Reports of sightings of these objects began to become prevalent in the 1980s and even saw some coverage in American periodicals like Popular Mechanics, where sightings of vast “flying wings” were likened to being the next generation of American stealth aircraft.
Despite their appearance over places like California’s Antelope Valley—a locale that has been long associated with sightings of experimental aircraft produced by the Lockheed Corporation—many of the reports were difficult to bite off and chew. Greg Pope’s reporting on sightings of what he dubbed “the big wing” in Popular Mechanics in late 1991 noted that some of the descriptions of these aircraft by California residents “simply strains credulity.”
Sightings continued throughout the 1990s, and not just in America, but elsewhere around the world. A “wave” of such reports occurred over Belgium in the early 90s and similar sightings that have continued over the UK and Canada seemingly rule out the possibility that experimental aircraft of U.S. origin can account for such reports.
Sightings in the U.S. aren’t relegated solely to the southwest, either. A report I received from one individual (who preferred not to be named) occurred when he was a youth growing up in northern Kentucky. The period would have been between 1994 and 1995, and one Saturday evening during an outdoor gathering at his parent’s home, he and around ten others observed, “a completely silent, black triangle fly south to north directly over our heads.”
The witness estimated that the aircraft was flying at an altitude of approximately 100 to 150 feet “and moved silently.” The object appeared to have three lights on the bottom, and subsequent phone calls made by the mother of the witness to the control tower at the nearby Cincinnati/Northern Kentucky International Airport indicated that no unusual objects were observed, nor detected on radar.
Sightings of a similar object occurred over southern Illinois in January 2000, when police began receiving phone calls in the early morning hours about a massive object observed flying at low altitude over St. Clair County. The aircraft was followed by several officers, and dispatch recordings gave real-time descriptions a massive, triangle-shaped object.
“I couldn’t find a single significant difference between the St. Clair object and an advertising blimp in transmit, which is exactly what the FAA told the Riverfront Times,” noted Brian Dunning of the Skeptoid podcast in 2014. It is fair to ask, in light of this explanation, why an advertising blimp would have been operating at approximately 4 AM over southern Illinois, and why no flight logs were ever disclosed to account for the craft in question being a conventional blimp.

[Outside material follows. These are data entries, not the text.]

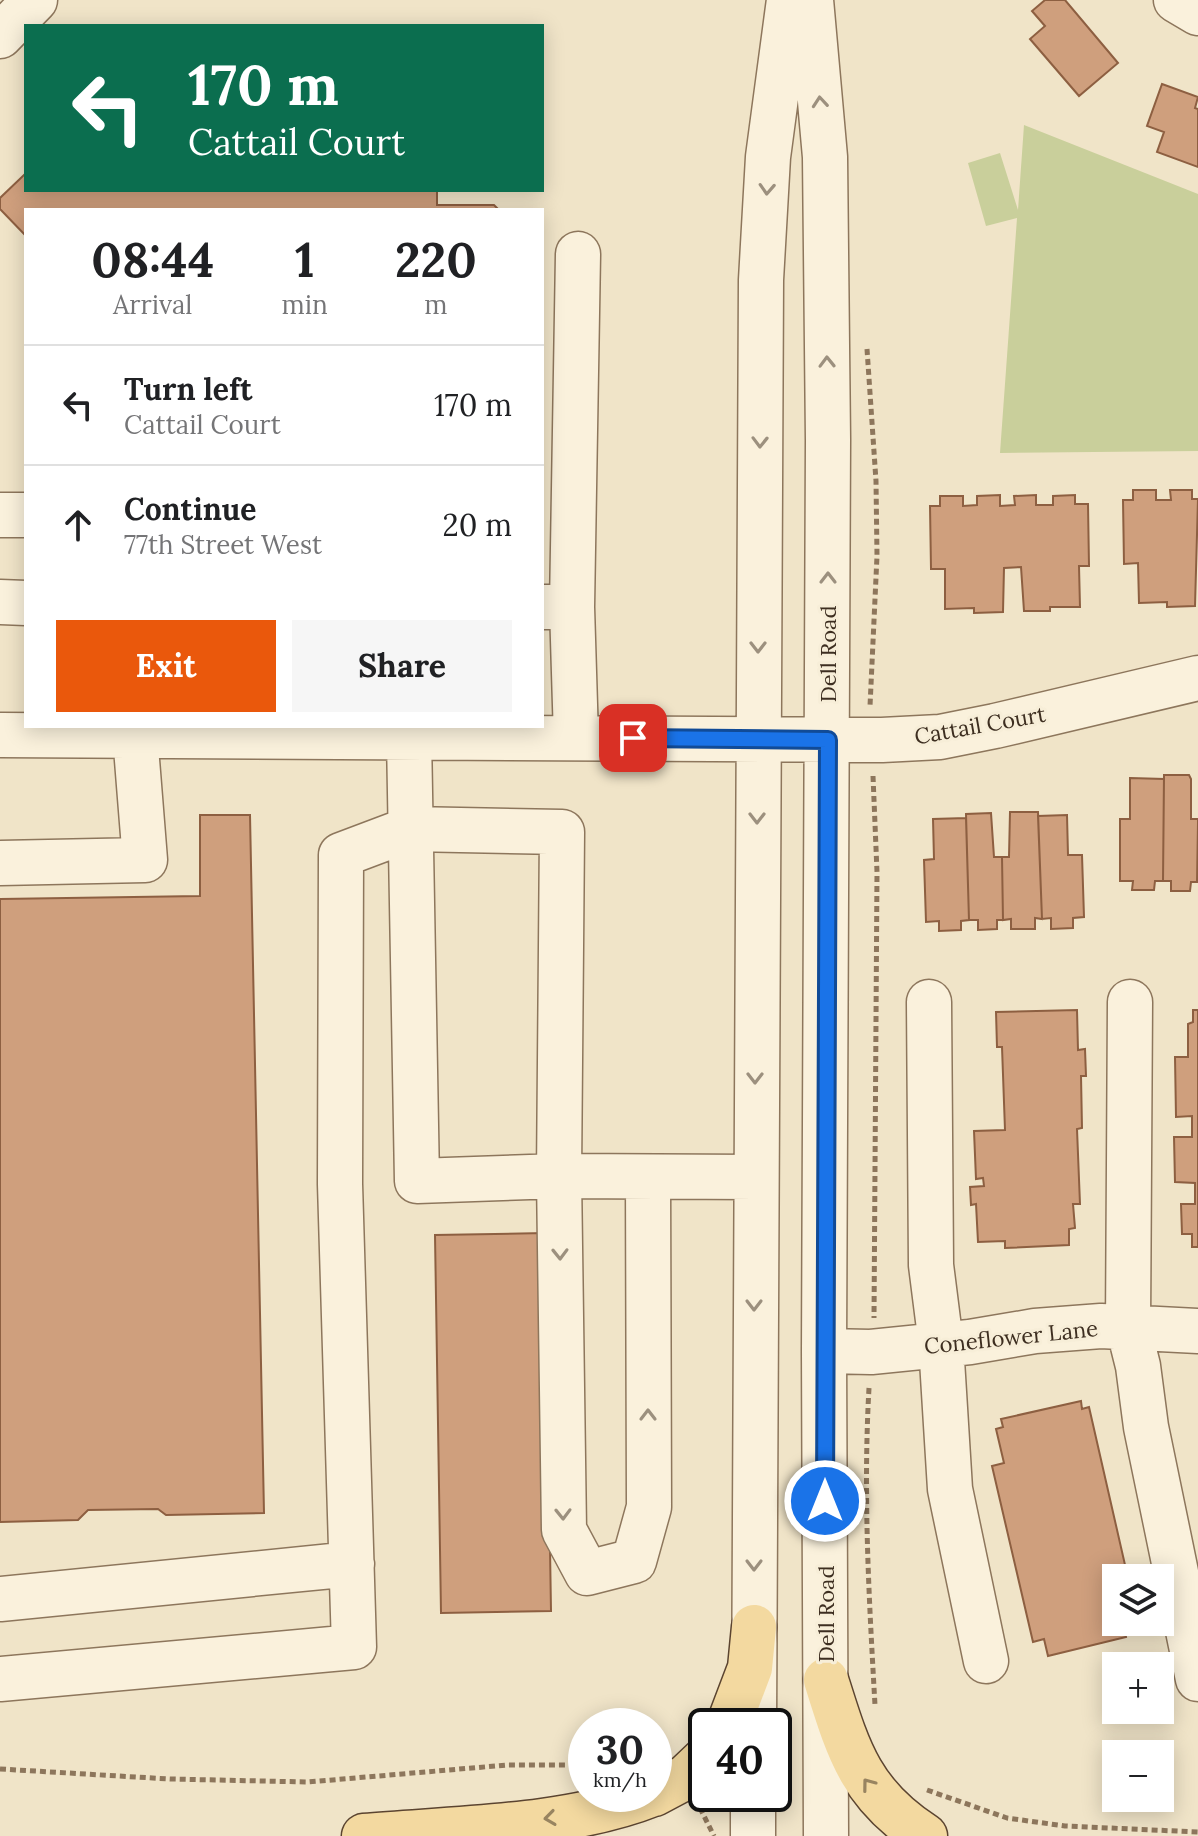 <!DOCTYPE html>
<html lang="en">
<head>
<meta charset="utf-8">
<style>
	body { margin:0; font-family:Lora,serif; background:#f6f6f6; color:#202124; height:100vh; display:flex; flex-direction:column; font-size:30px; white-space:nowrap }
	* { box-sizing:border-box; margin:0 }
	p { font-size:26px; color:#757577 }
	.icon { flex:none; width:44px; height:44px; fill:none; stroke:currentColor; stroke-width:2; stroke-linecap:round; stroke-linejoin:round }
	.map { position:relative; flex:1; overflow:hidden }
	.side { position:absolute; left:24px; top:208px; width:520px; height:520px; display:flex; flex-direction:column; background:#fff; border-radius:0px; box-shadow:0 4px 20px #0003 }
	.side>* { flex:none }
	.guide { position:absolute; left:24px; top:24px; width:520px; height:168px; border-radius:0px; box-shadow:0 4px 20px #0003; background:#0b6e4f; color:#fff; overflow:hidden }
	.buttons { position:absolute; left:1102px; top:1564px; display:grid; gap:16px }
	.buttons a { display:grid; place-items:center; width:72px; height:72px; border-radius:0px; background:#fff; box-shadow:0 4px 20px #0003; font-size:40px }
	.speed { position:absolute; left:568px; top:1708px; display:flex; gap:16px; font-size:40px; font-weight:700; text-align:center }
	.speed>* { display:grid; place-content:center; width:104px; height:104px; border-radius:50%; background:#fff; box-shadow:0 4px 20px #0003; line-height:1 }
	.speed small { font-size:20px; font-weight:400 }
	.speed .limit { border:4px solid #111; border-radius:12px; background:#fff; color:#111 }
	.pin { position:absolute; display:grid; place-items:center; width:68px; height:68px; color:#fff; margin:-34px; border-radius:16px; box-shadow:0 4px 12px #0006 }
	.me { position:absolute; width:88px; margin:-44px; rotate:0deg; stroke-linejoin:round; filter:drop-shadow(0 0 6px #0008) }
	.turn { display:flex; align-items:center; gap:28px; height:168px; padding:0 32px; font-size:36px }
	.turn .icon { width:104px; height:104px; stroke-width:2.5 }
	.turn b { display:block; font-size:56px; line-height:68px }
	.eta { display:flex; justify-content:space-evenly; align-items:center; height:136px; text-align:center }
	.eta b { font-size:48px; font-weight:800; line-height:56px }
	.button { display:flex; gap:16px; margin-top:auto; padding:16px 32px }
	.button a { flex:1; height:92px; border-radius:0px; background:#ea580c; color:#fff; font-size:32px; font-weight:800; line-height:92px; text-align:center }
	.button a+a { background:#f6f6f6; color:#202124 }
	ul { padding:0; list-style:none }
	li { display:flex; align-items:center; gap:24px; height:120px; padding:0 32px; border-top:2px solid #e0e0e0 }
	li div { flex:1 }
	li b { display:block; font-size:30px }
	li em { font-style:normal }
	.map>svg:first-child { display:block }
</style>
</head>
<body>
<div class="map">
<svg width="1198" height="1836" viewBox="0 0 1198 1836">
	<rect width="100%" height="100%" fill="#f0e4c8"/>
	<path fill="#c9cf9b" d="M 1024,125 L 1198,194 L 1198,451 L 1000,453 L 1017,218 L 986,226 L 968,163 L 1000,153 L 1018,210 Z"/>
	<path fill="#cf9f7d" stroke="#8d5f41" stroke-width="2" d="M 1045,0 L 1065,0 L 1118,63 L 1079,96 L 1030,39 L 1045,26 L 1032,11 Z
		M 1162,84 L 1198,97 L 1195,108 L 1198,109 L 1198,167 L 1157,152 L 1164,132 L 1147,126 Z
		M 26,173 L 26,190 L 437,190 L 437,205 L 494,205 L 499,210 L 26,210 L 26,236 L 0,209 L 0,198 Z
		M 1133,490 L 1156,490 L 1156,500 L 1171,500 L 1170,490 L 1192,490 L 1192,499 L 1198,499 L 1195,606 L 1167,607 L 1167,602 L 1139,603 L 1138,563 L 1124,564 L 1123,500 L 1133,500 Z
		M 1000,495 L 1000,506 L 1015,505 L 1014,496 L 1036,495 L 1036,505 L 1053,505 L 1053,496 L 1075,495 L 1075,504 L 1088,504 L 1089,566 L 1079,566 L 1080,607 L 1050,607 L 1050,611 L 1024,611 L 1021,567 L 1004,568 L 1003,612 L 974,613 L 974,608 L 945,609 L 945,569 L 931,569 L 930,506 L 940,506 L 940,496 L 963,496 L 963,506 L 977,505 L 977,496 Z
		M 1164,775 L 1189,775 L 1191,779 L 1191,819 L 1198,819 L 1198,823 L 1197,882 L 1191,882 L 1190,891 L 1171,891 L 1171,881 L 1163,881 Z
		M 1130,778 L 1164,779 L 1163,881 L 1155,881 L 1154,890 L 1132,890 L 1133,881 L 1120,881 L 1120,819 L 1130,819 Z
		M 1010,812 L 1038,812 L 1042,919 L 1035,918 L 1035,929 L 1011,929 L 1011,919 L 1003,920 L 1002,857 L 1009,857 Z
		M 991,813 L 994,857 L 1002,857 L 1003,920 L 997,920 L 997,929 L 978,930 L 978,920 L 969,920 L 966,814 Z
		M 200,815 L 250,815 L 264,1513 L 166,1515 L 158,1509 L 88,1510 L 78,1520 L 0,1522 L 0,899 L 200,896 Z
		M 1067,815 L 1068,855 L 1082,855 L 1084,917 L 1073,918 L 1073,928 L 1051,929 L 1051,918 L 1042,919 L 1038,816 Z
		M 966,818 L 969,920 L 961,921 L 961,930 L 939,931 L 939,921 L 926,922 L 924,860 L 934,859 L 933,819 Z
		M 1077,1010 L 1078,1050 L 1085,1049 L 1086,1076 L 1081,1076 L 1082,1128 L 1077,1129 L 1080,1204 L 1073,1204 L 1075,1228 L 1069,1229 L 1069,1245 L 1005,1248 L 1005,1241 L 978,1242 L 976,1204 L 971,1205 L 970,1187 L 984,1186 L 983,1178 L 976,1179 L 974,1131 L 1005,1130 L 1002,1047 L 997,1047 L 996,1012 Z
		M 1193,1010 L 1198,1010 L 1198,1247 L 1192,1247 L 1192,1234 L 1182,1234 L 1181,1204 L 1195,1204 L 1195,1183 L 1175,1182 L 1174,1137 L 1192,1137 L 1192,1116 L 1176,1117 L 1175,1057 L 1188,1057 L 1188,1024 L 1193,1022 Z
		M 545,1233 L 551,1611 L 441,1613 L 435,1235 Z
		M 1081,1401 L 1082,1409 L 1089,1407 L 1128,1578 L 1116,1578 L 1116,1622 L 1138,1622 L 1124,1625 L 1126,1637 L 1048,1656 L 1044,1639 L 1033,1642 L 992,1466 L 1004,1463 L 996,1429 L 1003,1427 L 1001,1419 Z"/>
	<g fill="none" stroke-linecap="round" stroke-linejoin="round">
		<defs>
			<path id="minor" d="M 811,0 L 825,157 L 828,440 L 824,1351 L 826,1836
				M 1176,0 L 1198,13
				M 0,36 L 35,0
				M 0,515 L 26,515
				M 0,602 L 26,603
				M 542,607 L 572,607 L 576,738
				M 572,607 L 578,254
				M 0,735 L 882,740 L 940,737 L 995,726 L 1198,678
				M 0,863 L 145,860 L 135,735
				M 929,1002 L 931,1265 L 941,1344 L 950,1489 L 986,1661
				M 1130,1002 L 1128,1326 L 1138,1366 L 1146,1427 L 1198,1679
				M 648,1177 L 649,1507 L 634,1561 L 587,1573 L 564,1530 L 559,1176 L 755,1177
				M 824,1351 L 871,1352 L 970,1342 L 1035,1331 L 1101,1326 L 1198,1331
				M 0,1599 L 352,1564
				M 0,1679 L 354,1647 L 340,1184 L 341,855 L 410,829 L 562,832 L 559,1176 L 417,1181 L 409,737
				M 754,1726 L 761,280 L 768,157 L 789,0
				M 753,1836 L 753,1794"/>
			<path id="major" d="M 826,1680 C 848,1750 860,1794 925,1836
				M 728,1726 L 750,1668 L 754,1627
				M 654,1794 L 686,1777 L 706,1758
				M 364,1836 C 455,1828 568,1828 653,1794"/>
		</defs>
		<use href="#minor" stroke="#8d765c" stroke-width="47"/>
		<use href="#major" stroke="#5b4430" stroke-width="47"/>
		<path stroke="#8d765c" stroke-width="5" stroke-dasharray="6 4" stroke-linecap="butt" d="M 867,349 L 876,481 L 877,556 L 870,706
			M 873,776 L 877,872 L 874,1318
			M 869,1388 C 863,1494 869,1599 875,1705
			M 0,1769 L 170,1779 L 308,1782 L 507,1765 L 586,1765
			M 927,1790 L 1007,1818 L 1065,1826 L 1198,1832
			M 700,1808 L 714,1836"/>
		<use href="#minor" stroke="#faf1dc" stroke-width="44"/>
		<use href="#major" stroke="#f3d9a0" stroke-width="44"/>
	</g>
	<defs><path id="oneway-chevron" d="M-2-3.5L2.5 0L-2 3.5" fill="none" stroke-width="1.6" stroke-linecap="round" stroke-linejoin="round" transform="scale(2)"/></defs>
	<g stroke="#9c907e">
		<use href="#oneway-chevron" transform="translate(820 102) rotate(-95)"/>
		<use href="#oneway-chevron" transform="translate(767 189) rotate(93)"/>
		<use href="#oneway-chevron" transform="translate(827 362) rotate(-91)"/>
		<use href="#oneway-chevron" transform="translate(760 442) rotate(91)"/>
		<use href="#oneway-chevron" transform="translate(828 578) rotate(-90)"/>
		<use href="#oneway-chevron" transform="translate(758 647) rotate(90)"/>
		<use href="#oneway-chevron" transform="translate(757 818) rotate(90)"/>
		<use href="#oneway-chevron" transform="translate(755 1078) rotate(90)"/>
		<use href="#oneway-chevron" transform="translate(560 1254) rotate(89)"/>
		<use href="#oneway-chevron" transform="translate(754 1305) rotate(90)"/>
		<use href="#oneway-chevron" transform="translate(648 1415) rotate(-90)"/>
		<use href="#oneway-chevron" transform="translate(563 1514) rotate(89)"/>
		<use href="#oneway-chevron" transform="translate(754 1565) rotate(90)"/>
	</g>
	<g stroke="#988460">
		<use href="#oneway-chevron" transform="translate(868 1784) rotate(-127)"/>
		<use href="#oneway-chevron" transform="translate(550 1818) rotate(172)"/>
	</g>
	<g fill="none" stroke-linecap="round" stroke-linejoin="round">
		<defs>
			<path id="route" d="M 633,738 L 828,740 L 825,1501"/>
		</defs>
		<use href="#route" stroke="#114b97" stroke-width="20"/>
		<use href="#route" stroke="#1a73e8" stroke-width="14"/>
	</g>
	<g text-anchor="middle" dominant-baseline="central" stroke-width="6" stroke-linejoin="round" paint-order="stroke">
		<g font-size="22" fill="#3d2e20" stroke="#f7eed8">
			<text transform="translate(828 654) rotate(-90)">Dell Road</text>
			<text transform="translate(980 725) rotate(-10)">Cattail Court</text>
			<text transform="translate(1011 1337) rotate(-6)">Coneflower Lane</text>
			<text transform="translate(826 1614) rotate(-90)">Dell Road</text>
		</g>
	</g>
</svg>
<div class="buttons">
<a><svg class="icon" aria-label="layers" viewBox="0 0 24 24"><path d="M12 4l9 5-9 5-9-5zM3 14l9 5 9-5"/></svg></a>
<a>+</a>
<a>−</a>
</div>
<div class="speed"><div>30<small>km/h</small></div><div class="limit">40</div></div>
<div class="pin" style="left:633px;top:738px;background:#d93025"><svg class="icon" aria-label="arrive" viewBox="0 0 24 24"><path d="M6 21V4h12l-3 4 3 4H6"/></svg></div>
<svg class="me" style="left:825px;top:1501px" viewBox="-20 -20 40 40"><circle r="17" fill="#1a73e8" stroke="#fff" stroke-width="3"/><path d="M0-11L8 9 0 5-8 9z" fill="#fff"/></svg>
<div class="guide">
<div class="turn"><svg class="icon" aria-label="left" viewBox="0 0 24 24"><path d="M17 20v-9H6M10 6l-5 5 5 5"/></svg><div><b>170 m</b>Cattail Court</div></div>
</div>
<section class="side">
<div class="eta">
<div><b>08:44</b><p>Arrival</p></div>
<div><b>1</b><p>min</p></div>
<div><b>220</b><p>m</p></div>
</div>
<ul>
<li><svg class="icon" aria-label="left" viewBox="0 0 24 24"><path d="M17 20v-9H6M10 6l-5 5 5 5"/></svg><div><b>Turn left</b><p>Cattail Court</p></div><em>170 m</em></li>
<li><svg class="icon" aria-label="ahead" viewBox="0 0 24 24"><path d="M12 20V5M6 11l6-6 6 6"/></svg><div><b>Continue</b><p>77th Street West</p></div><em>20 m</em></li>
</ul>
<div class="button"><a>Exit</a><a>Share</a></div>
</section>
</div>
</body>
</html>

Reports of similar objects have continued in recent times, too. In 2020, KLAS reporter George Knapp wrote of a sighting by journalist Cateland White, who described seeing a large, slow-moving triangular object as it passed over her home in 2019.
White gave the following description of the object:
“It was triangular shaped, and there were rectangular reflectors,” White said. “There was no interior light coming out of it at all. And by the time it got out of sight, I bet it was five to eight minutes. It was really slow. And I couldn’t figure out how it was staying in the air.”
Such accounts beg the question of not only whether experimental aircraft may be operating in the skies over America, but also whether they have been deployed for service here and in other countries around the world. Then there is the other possibility, of course, that they are not part of the current inventory of the United States, or that of any other nation.
Whatever their source, the so-called “black triangles” have reached near-mythical status among aviation buffs, and represent some of the most perplexing modern cases involving large unidentified aircraft in our skies.